## Snowball stemming
### Snowball stemming, also known as the Porter2 stemming algorithm, is another popular stemming algorithm used in natural language processing (NLP). 
### It is an improvement over the original Porter stemming algorithm, providing more accurate and linguistically robust stemming. 
### The Snowball stemming algorithm is language-specific and supports multiple languages. 
### It follows a similar approach to the Porter stemming algorithm, applying a set of rules to strip suffixes from words. However, Snowball stemming incorporates additional linguistic knowledge and fine-tunes the stemming process.

In [1]:
import nltk
from nltk.stem.snowball import SnowballStemmer
 
#the stemmer requires a language parameter
snow_stemmer = SnowballStemmer(language='english')
 
#list of tokenized words
words = ['cared','university','fairly','easily','singing',
       'sings','sung','singer','sportingly']
 
#stem's of each word
stem_words = []
for w in words:
    x = snow_stemmer.stem(w)
    stem_words.append(x)
     
#print stemming results
for e1,e2 in zip(words,stem_words):
    print(e1+' ----> '+e2)

cared ----> care
university ----> univers
fairly ----> fair
easily ----> easili
singing ----> sing
sings ----> sing
sung ----> sung
singer ----> singer
sportingly ----> sport


## Porter Stemming
### Porter stemming is a widely used stemming algorithm in natural language processing (NLP).

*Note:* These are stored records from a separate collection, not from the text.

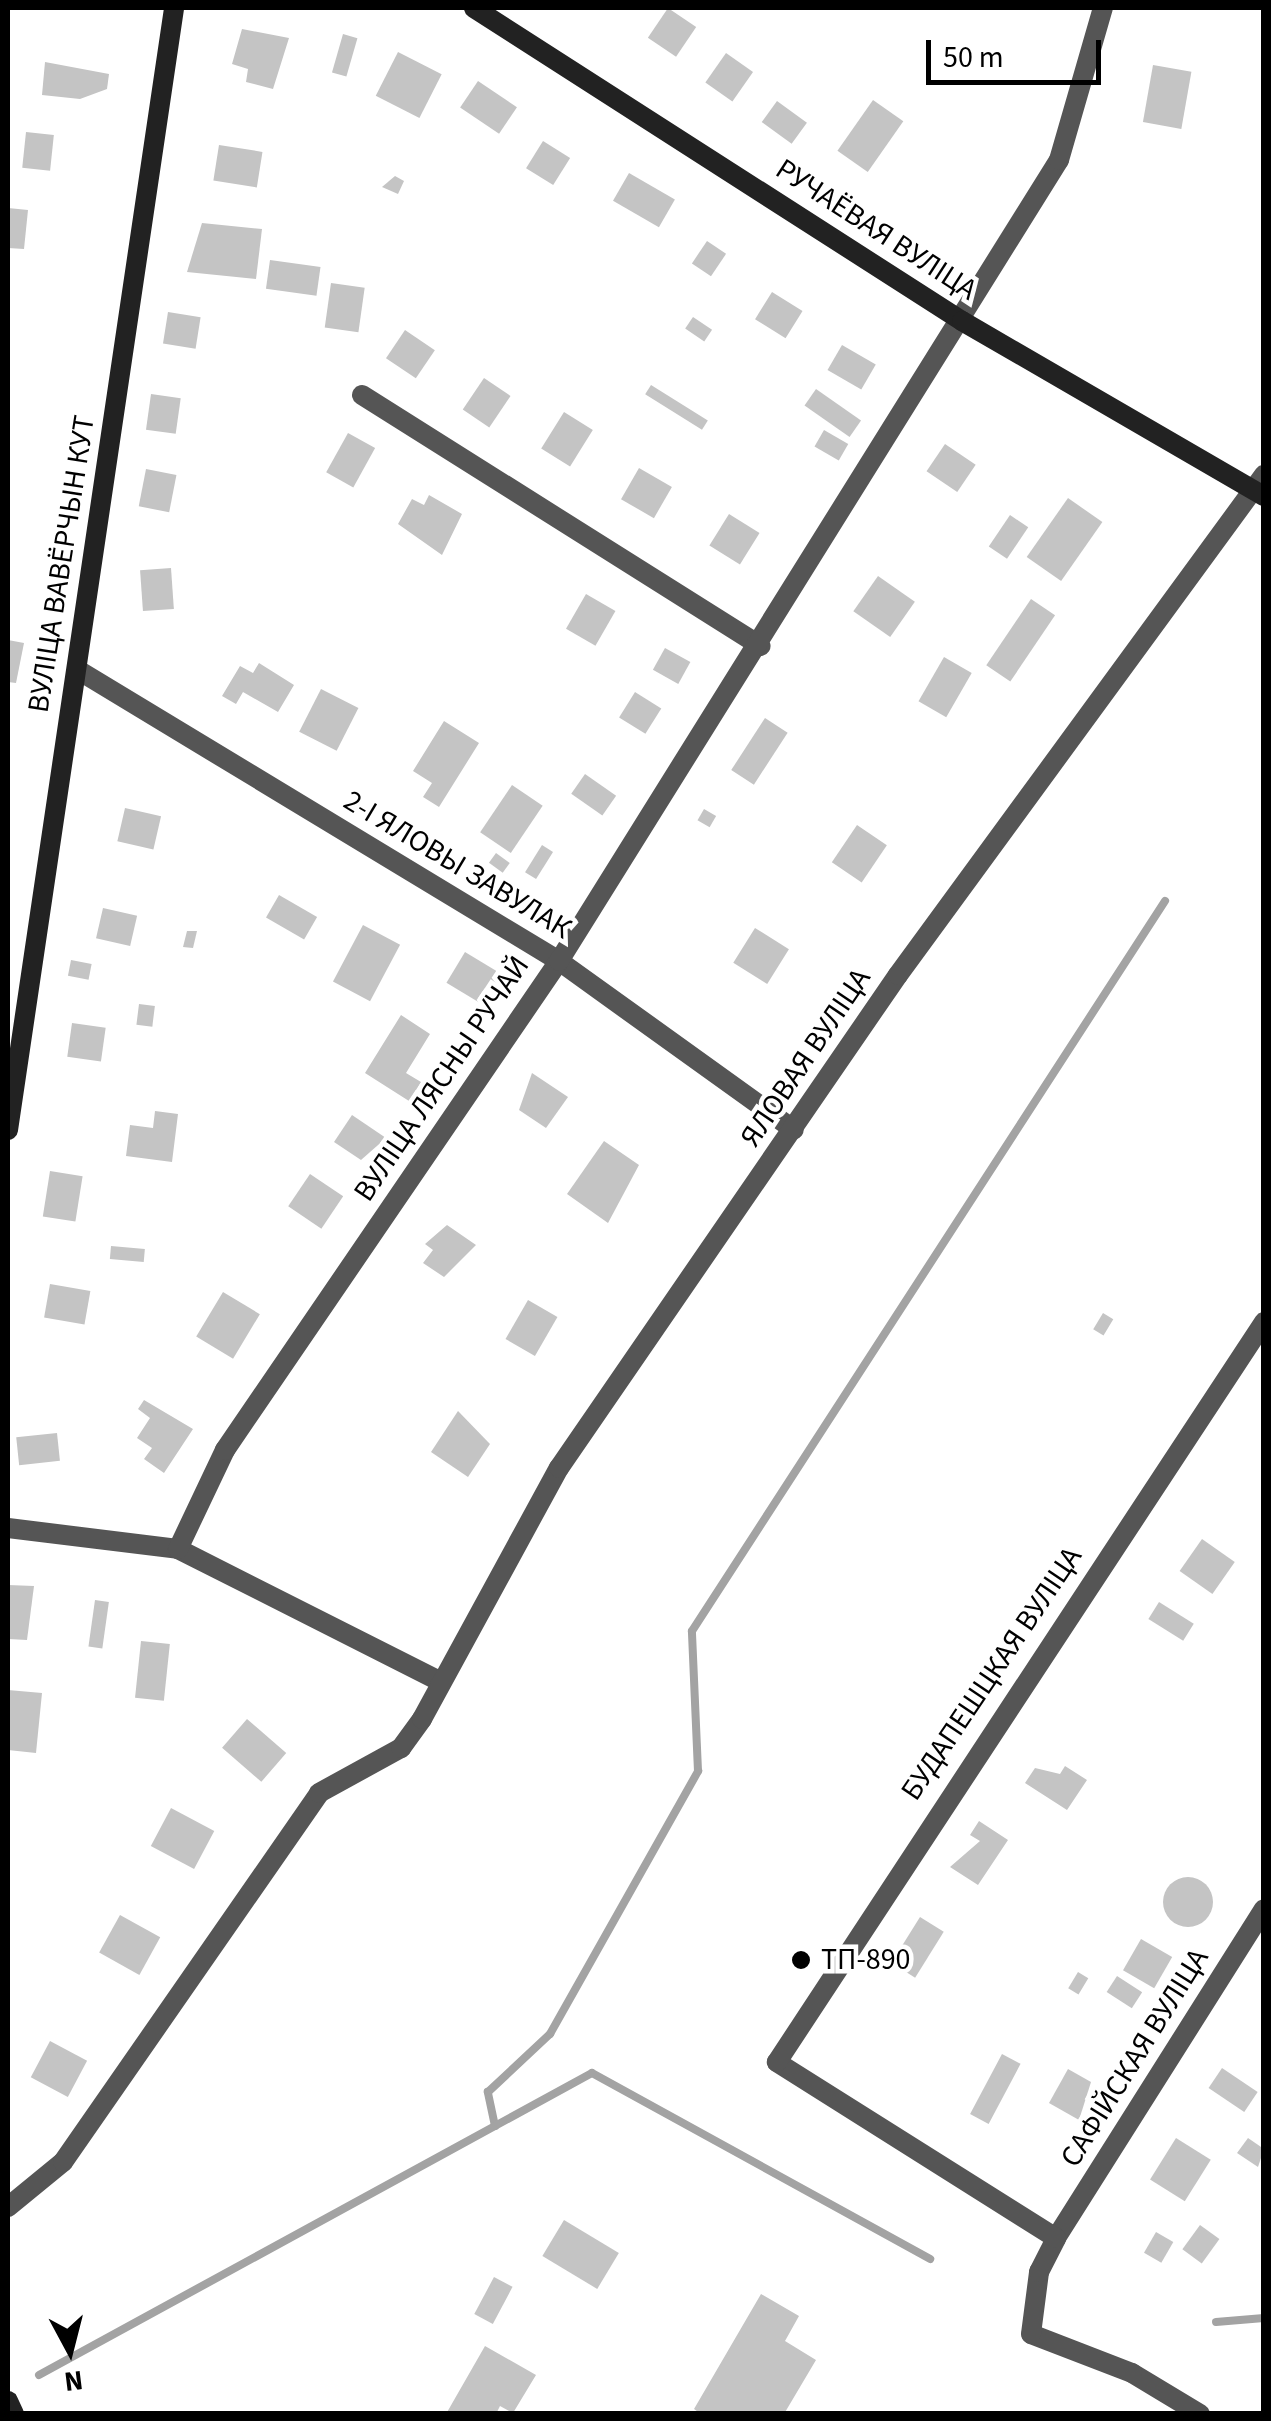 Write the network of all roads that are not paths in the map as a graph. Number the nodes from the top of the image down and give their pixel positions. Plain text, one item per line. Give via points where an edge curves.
1 (174, 8) edge
2 (474, 8) edge
3 (1103, 8) edge
4 (962, 321) junction
5 (362, 395) dead end
6 (1260, 487) edge
7 (760, 646) junction
8 (78, 670) junction
9 (559, 961) junction
10 (8, 1130) edge
11 (794, 1130) junction
12 (1264, 1322) edge
13 (8, 1528) edge
14 (178, 1548) junction
15 (442, 1682) junction
16 (1264, 1909) edge
17 (8, 2207) edge
18 (1056, 2238) junction
19 (8, 2402) edge
20 (14, 2414) edge
21 (1200, 2414) edge

1 - 8 street, ВУЛІЦА ВАВЁРЧЫН КУТ
2 - 4 street, РУЧАЁВАЯ ВУЛІЦА
3 - 4 street, ВУЛІЦА ЛЯСНЫ РУЧАЙ via 1060,160
4 - 6 street, РУЧАЁВАЯ ВУЛІЦА
4 - 7 street, ВУЛІЦА ЛЯСНЫ РУЧАЙ
5 - 7 street
6 - 11 street, ЯЛОВАЯ ВУЛІЦА
7 - 9 street, ВУЛІЦА ЛЯСНЫ РУЧАЙ
8 - 9 street, 2-І ЯЛОВЫ ЗАВУЛАК
8 - 10 street, ВУЛІЦА ВАВЁРЧЫН КУТ
9 - 11 street, 2-І ЯЛОВЫ ЗАВУЛАК
9 - 14 street, ВУЛІЦА ЛЯСНЫ РУЧАЙ via 226,1450
11 - 15 street, ЯЛОВАЯ ВУЛІЦА via 559,1468
12 - 18 street, БУДАПЕШЦКАЯ ВУЛІЦА via 777,2062
13 - 14 street
14 - 15 street
15 - 17 street, ЯЛОВАЯ ВУЛІЦА via 401,1748 318,1793 64,2162
16 - 18 street, САФІЙСКАЯ ВУЛІЦА
18 - 21 street, САФІЙСКАЯ ВУЛІЦА via 1039,2272 1031,2334 1132,2373
19 - 20 street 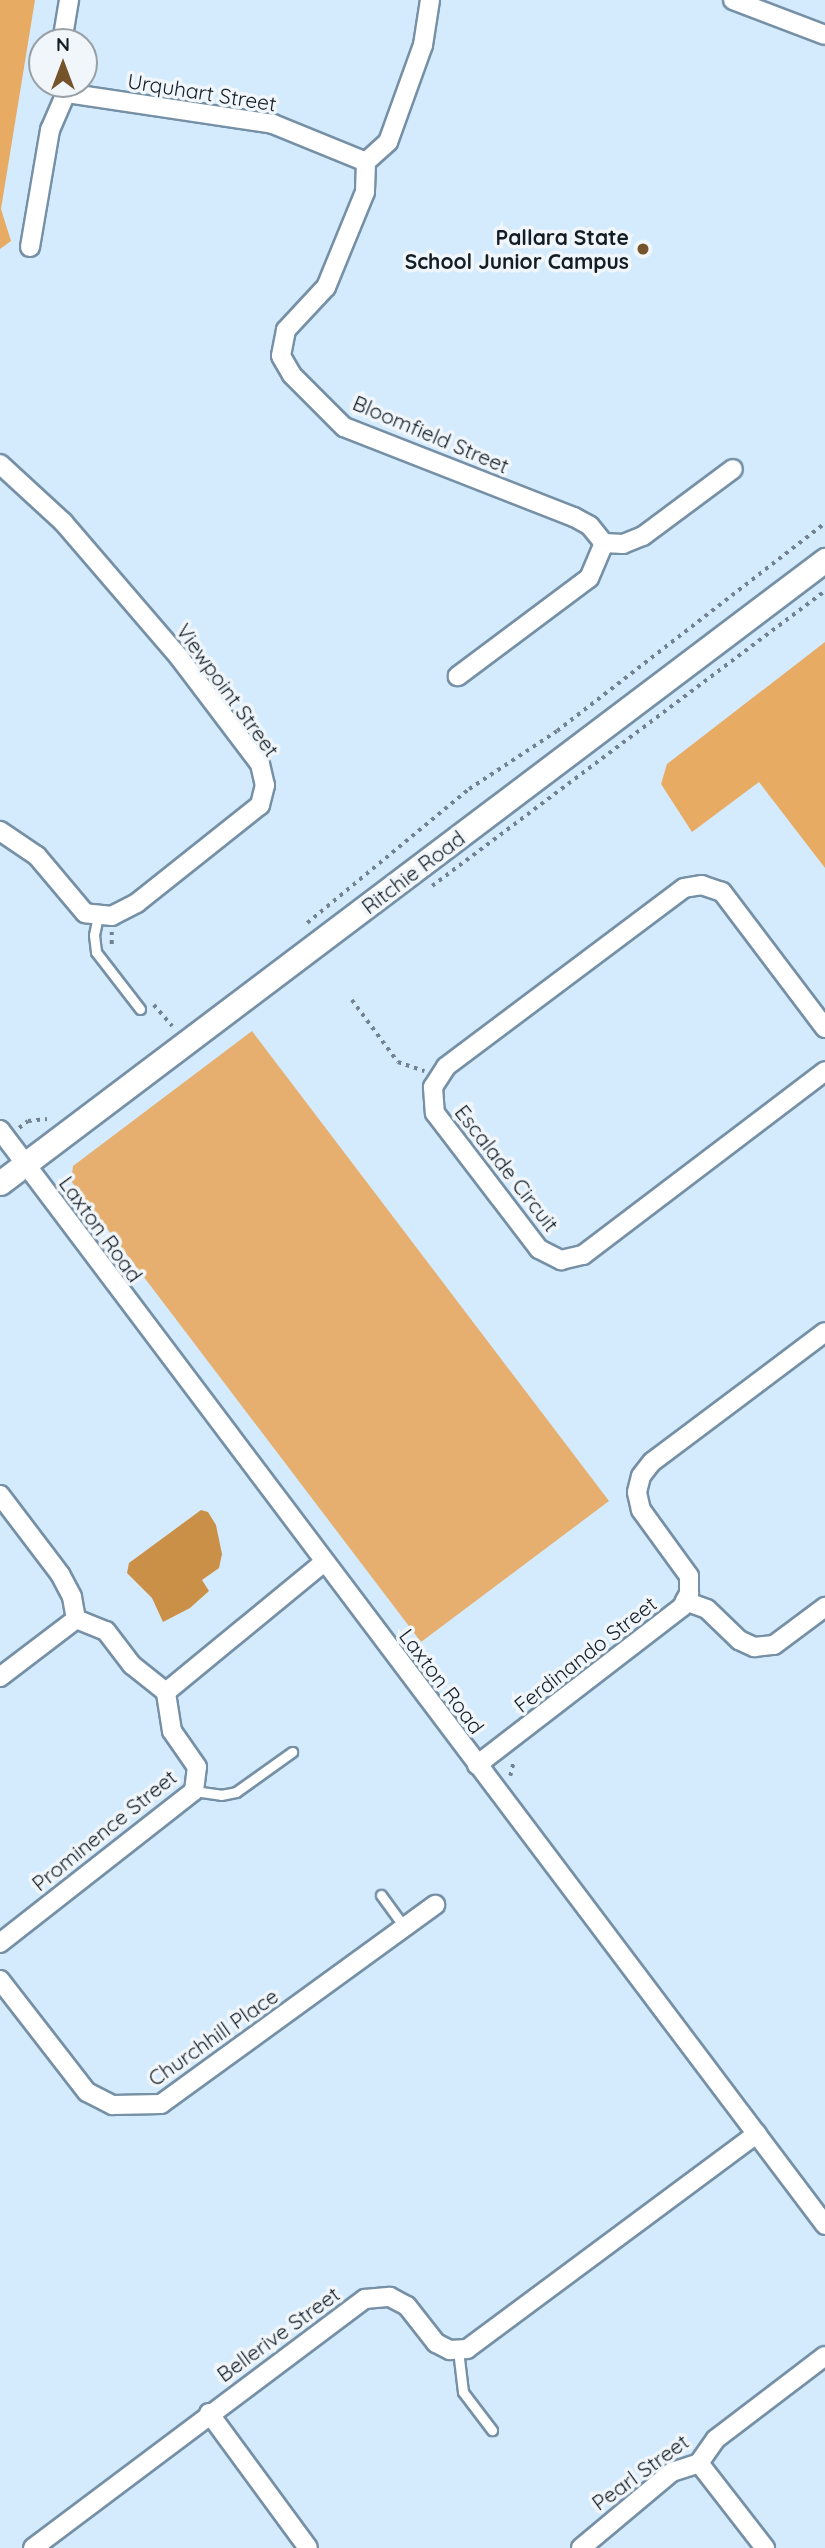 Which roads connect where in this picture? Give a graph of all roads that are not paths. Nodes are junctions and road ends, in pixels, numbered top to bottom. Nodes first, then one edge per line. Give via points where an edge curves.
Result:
1 (69, 0) edge
2 (430, 0) edge
3 (733, 0) edge
4 (64, 28) edge
5 (825, 35) edge
6 (98, 94) edge
7 (61, 98) edge
8 (366, 162) junction
9 (30, 247) dead end
10 (0, 464) edge
11 (733, 469) dead end
12 (604, 542) junction
13 (825, 560) edge
14 (458, 676) dead end
15 (0, 831) edge
16 (98, 916) junction
17 (140, 1009) dead end
18 (825, 1028) edge
19 (825, 1071) edge
20 (3, 1134) edge
21 (27, 1163) junction
22 (0, 1184) edge
23 (825, 1332) edge
24 (0, 1495) edge
25 (324, 1562) junction
26 (685, 1601) junction
27 (825, 1607) edge
28 (76, 1619) junction
29 (0, 1677) edge
30 (166, 1692) junction
31 (292, 1752) dead end
32 (477, 1765) junction
33 (194, 1791) junction
34 (381, 1895) dead end
35 (435, 1905) dead end
36 (404, 1927) junction
37 (0, 1943) edge
38 (0, 1980) edge
39 (757, 2134) junction
40 (825, 2225) edge
41 (458, 2350) junction
42 (825, 2356) edge
43 (209, 2413) junction
44 (492, 2430) dead end
45 (699, 2463) junction
46 (33, 2548) edge
47 (308, 2548) edge
48 (581, 2548) edge
49 (765, 2548) edge

1 - 4 street
2 - 8 street via 423,45 388,142
3 - 5 street
6 - 8 street, Urquhart Street via 273,124
7 - 9 street via 50,130
8 - 12 street, Bloomfield Street via 365,192 326,287 286,330 281,356 292,375 344,426 574,517
10 - 16 street, Viewpoint Street via 63,522 179,657 260,764 265,785 260,805 137,904 112,916
11 - 12 street via 643,536 623,544
12 - 14 street via 589,578
13 - 21 street, Ritchie Road
15 - 16 street via 37,856 85,913
16 - 17 lane via 96,952
18 - 19 street, Escalade Circuit via 722,892 705,885 684,888 446,1067 433,1087 435,1113 539,1250 561,1259 583,1255
20 - 21 street, Laxton Road
21 - 22 street, Ritchie Road
21 - 25 street, Laxton Road via 47,1198
23 - 26 street, Ferdinando Street via 652,1462 641,1476 637,1492 641,1510 689,1576
24 - 28 street via 60,1574 72,1597
25 - 30 street
25 - 32 street, Laxton Road
26 - 27 street via 707,1609 739,1640 754,1647 774,1645
26 - 32 street, Ferdinando Street
28 - 29 street
28 - 30 street via 106,1631 132,1665
30 - 33 street, Prominence Street via 172,1731 197,1767
31 - 33 lane via 236,1792
32 - 39 street, Laxton Road
33 - 37 street, Prominence Street
34 - 36 lane
35 - 36 street, Churchhill Place
36 - 38 street, Churchhill Place via 161,2105 113,2105 94,2097
39 - 40 street, Laxton Road
39 - 41 street via 481,2343
41 - 43 street, Bellerive Street via 436,2343 407,2306 390,2297 365,2299
41 - 44 lane via 463,2392
42 - 45 street, Pearl Street via 716,2439
43 - 46 street, Bellerive Street
43 - 47 street
45 - 48 street, Pearl Street via 672,2472
45 - 49 street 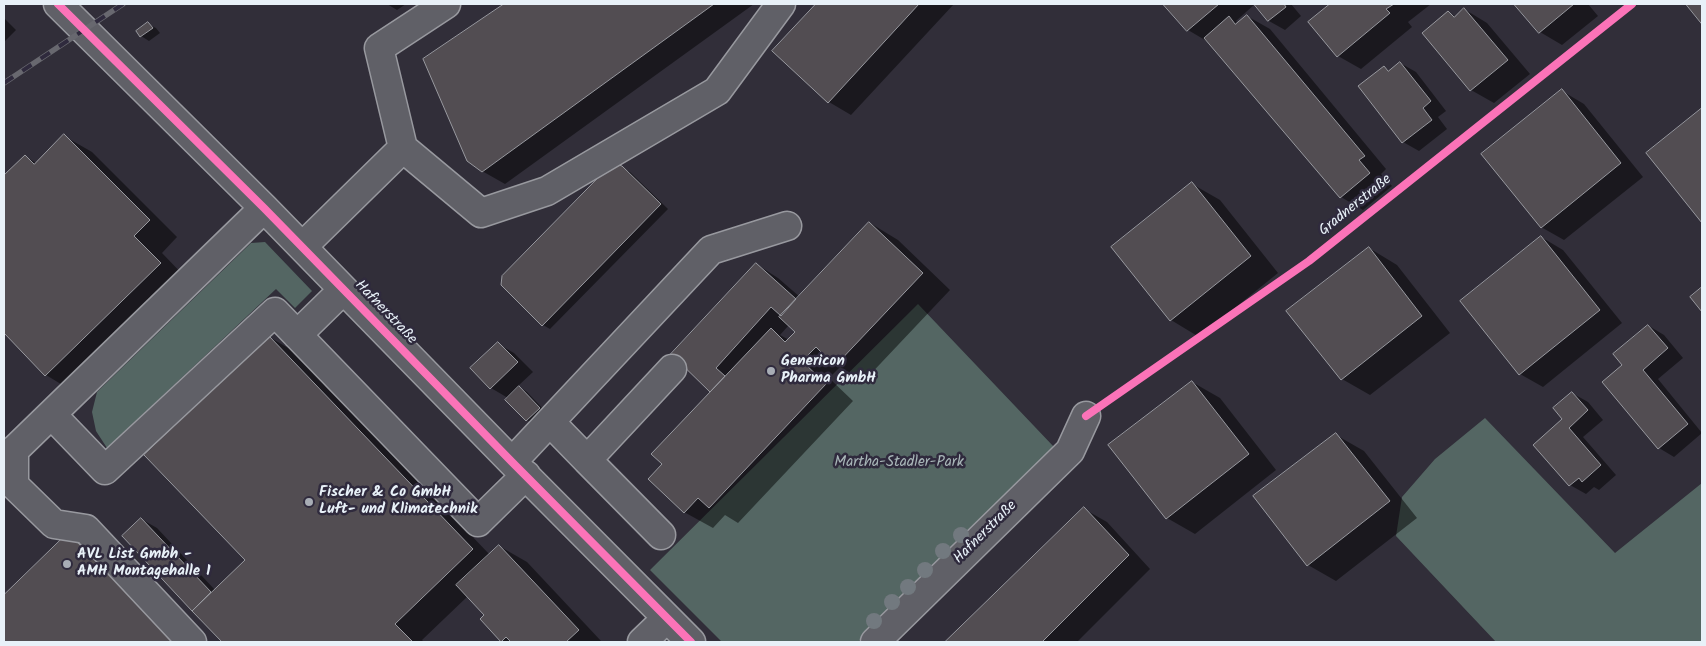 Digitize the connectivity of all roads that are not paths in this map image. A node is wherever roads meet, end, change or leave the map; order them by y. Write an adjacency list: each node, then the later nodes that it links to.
1 (58, 4): 5 (street, Hafnerstraße)
2 (446, 4): 4 (street)
3 (781, 4): 4 (street)
4 (403, 148): 7 (street)
5 (264, 208): 7 (street, Hafnerstraße); 11 (street)
6 (787, 226): 13 (street)
7 (302, 247): 8 (street, Hafnerstraße)
8 (344, 290): 9 (street); 16 (street, Hafnerstraße)
9 (297, 335): 11 (street); 16 (street)
10 (672, 369): 15 (street)
11 (52, 415): 14 (street)
12 (1086, 416): 22 (street, Hafnerstraße)
13 (550, 422): 15 (street); 16 (street)
14 (9, 455): 19 (street)
15 (587, 460): 17 (street)
16 (519, 469): 18 (street, Hafnerstraße)
17 (661, 535)
18 (667, 618): 20 (street); 21 (street, Hafnerstraße)
19 (192, 642)
20 (642, 642)
21 (691, 642)
22 (875, 642)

Stemming is the process of reducing words to their base or root form, which helps in grouping together different variations of the same word.

In [2]:
from nltk.stem import PorterStemmer

# Create an instance of the PorterStemmer
stemmer = PorterStemmer()

# Example words
words = ["running", "runs", "ran"]

# Stem each word
stemmed_words = [stemmer.stem(word) for word in words]

print(stemmed_words)

['run', 'run', 'ran']


## Lancaster stemming
### Lancaster stemming is another popular stemming algorithm used in natural language processing (NLP). Like Porter and Snowball stemming, Lancaster stemming aims to reduce words to their base or root form. However, it employs a more aggressive stemming approach, often resulting in shorter stems compared to other algorithms.

In [4]:
from nltk.stem import LancasterStemmer

# Create an instance of the LancasterStemmer
stemmer = LancasterStemmer()

# Example words
words = ["running", "runs", "ran"]

# Stem each word
stemmed_words = [stemmer.stem(word) for word in words]

print(stemmed_words)

['run', 'run', 'ran']


## n-grams using nltk
### In natural language processing (NLP), an n-gram is a contiguous sequence of n items from a given text, where the items can be words, characters, or even larger units such as phrases. The "n" in n-gram represents the number of items in the sequence.
### Unigram: A unigram is an n-gram of size 1, where each item in the sequence is a single word. For example, in the sentence "I love to code," the unigrams would be "I," "love," "to," and "code."
### Bigram: A bigram is an n-gram of size 2, where each item in the sequence consists of two consecutive words. For example, in the same sentence "I love to code," the bigrams would be "I love," "love to," and "to code."
### Trigram: A trigram is an n-gram of size 3, where each item in the sequence consists of three consecutive words. For example, in the sentence "I love to code," the trigrams would be "I love to" and "love to code."

In [5]:
from nltk import ngrams
sentence = input("Enter the sentence: ")
n = int(input("Enter the value of n: "))
n_grams = ngrams(sentence.split(), n)
for grams in n_grams:
    print(grams)

Enter the sentence: Hello, how are you, what are you doing, they both get placed finallu
Enter the value of n: 3
('Hello,', 'how', 'are')
('how', 'are', 'you,')
('are', 'you,', 'what')
('you,', 'what', 'are')
('what', 'are', 'you')
('are', 'you', 'doing,')
('you', 'doing,', 'they')
('doing,', 'they', 'both')
('they', 'both', 'get')
('both', 'get', 'placed')
('get', 'placed', 'finallu')


## n-grams without using nltk

In [6]:
# Input sentence
sentence = "This is an example sentence for n-gram generation."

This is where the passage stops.